(Stored items)
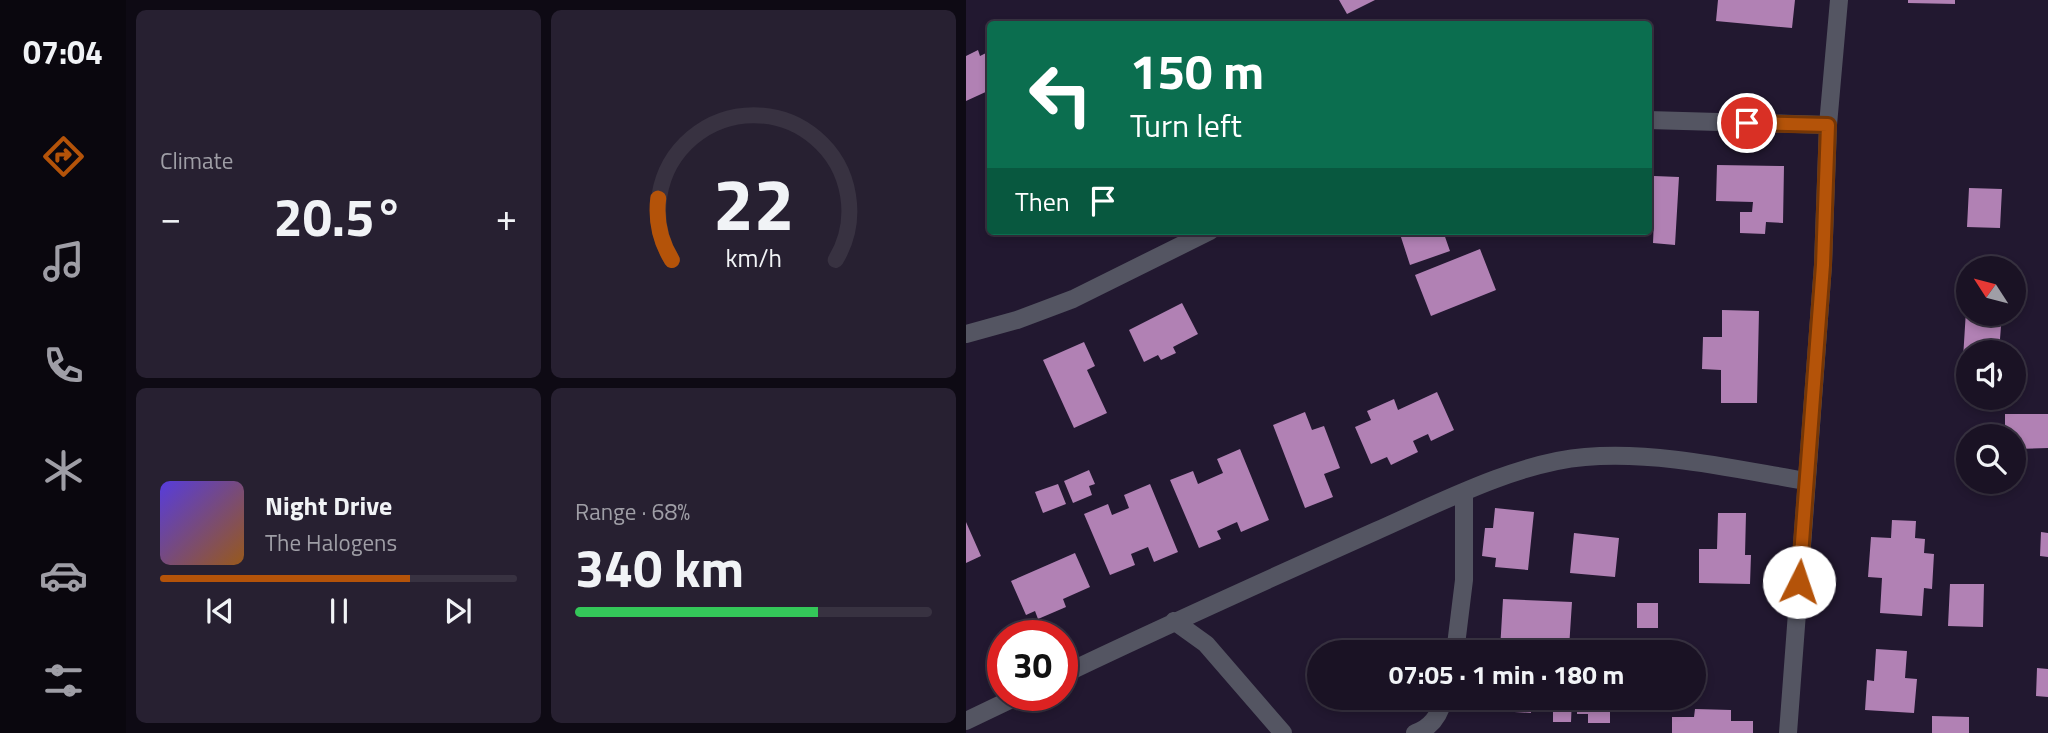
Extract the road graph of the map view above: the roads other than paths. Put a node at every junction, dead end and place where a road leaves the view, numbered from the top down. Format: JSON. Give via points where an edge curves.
{"nodes":[{"id":1,"x":1839,"y":0,"type":"edge"},
{"id":2,"x":1652,"y":120,"type":"edge"},
{"id":3,"x":1828,"y":125,"type":"junction"},
{"id":4,"x":1202,"y":235,"type":"edge"},
{"id":5,"x":966,"y":334,"type":"edge"},
{"id":6,"x":1807,"y":481,"type":"junction"},
{"id":7,"x":1464,"y":492,"type":"junction"},
{"id":8,"x":1174,"y":621,"type":"junction"},
{"id":9,"x":1458,"y":640,"type":"edge"},
{"id":10,"x":1078,"y":667,"type":"edge"},
{"id":11,"x":1440,"y":710,"type":"edge"},
{"id":12,"x":987,"y":711,"type":"edge"},
{"id":13,"x":966,"y":721,"type":"edge"},
{"id":14,"x":1283,"y":733,"type":"edge"},
{"id":15,"x":1415,"y":733,"type":"edge"},
{"id":16,"x":1788,"y":733,"type":"edge"}],
"edges":[{"from":1,"to":3,"type":"street"},
{"from":2,"to":3,"type":"street"},
{"from":3,"to":6,"type":"street"},
{"from":4,"to":5,"type":"street","via":[[1073,299]]},
{"from":6,"to":7,"type":"street","via":[[1645,457],[1584,457],[1544,464]]},
{"from":6,"to":16,"type":"street"},
{"from":7,"to":8,"type":"street"},
{"from":7,"to":9,"type":"street"},
{"from":8,"to":10,"type":"street"},
{"from":8,"to":14,"type":"street","via":[[1206,644]]},
{"from":11,"to":15,"type":"street"},
{"from":12,"to":13,"type":"street"}]}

▶ The task: Set every record down again verbatim, without pictures.

▶ Task response:
Extract the road graph of the map view above: the roads other than paths. Put a node at every junction, dead end and place where a road leaves the view, numbered from the top down. Format: JSON. Give via points where an edge curves.
{"nodes":[{"id":1,"x":1839,"y":0,"type":"edge"},
{"id":2,"x":1652,"y":120,"type":"edge"},
{"id":3,"x":1828,"y":125,"type":"junction"},
{"id":4,"x":1202,"y":235,"type":"edge"},
{"id":5,"x":966,"y":334,"type":"edge"},
{"id":6,"x":1807,"y":481,"type":"junction"},
{"id":7,"x":1464,"y":492,"type":"junction"},
{"id":8,"x":1174,"y":621,"type":"junction"},
{"id":9,"x":1458,"y":640,"type":"edge"},
{"id":10,"x":1078,"y":667,"type":"edge"},
{"id":11,"x":1440,"y":710,"type":"edge"},
{"id":12,"x":987,"y":711,"type":"edge"},
{"id":13,"x":966,"y":721,"type":"edge"},
{"id":14,"x":1283,"y":733,"type":"edge"},
{"id":15,"x":1415,"y":733,"type":"edge"},
{"id":16,"x":1788,"y":733,"type":"edge"}],
"edges":[{"from":1,"to":3,"type":"street"},
{"from":2,"to":3,"type":"street"},
{"from":3,"to":6,"type":"street"},
{"from":4,"to":5,"type":"street","via":[[1073,299]]},
{"from":6,"to":7,"type":"street","via":[[1645,457],[1584,457],[1544,464]]},
{"from":6,"to":16,"type":"street"},
{"from":7,"to":8,"type":"street"},
{"from":7,"to":9,"type":"street"},
{"from":8,"to":10,"type":"street"},
{"from":8,"to":14,"type":"street","via":[[1206,644]]},
{"from":11,"to":15,"type":"street"},
{"from":12,"to":13,"type":"street"}]}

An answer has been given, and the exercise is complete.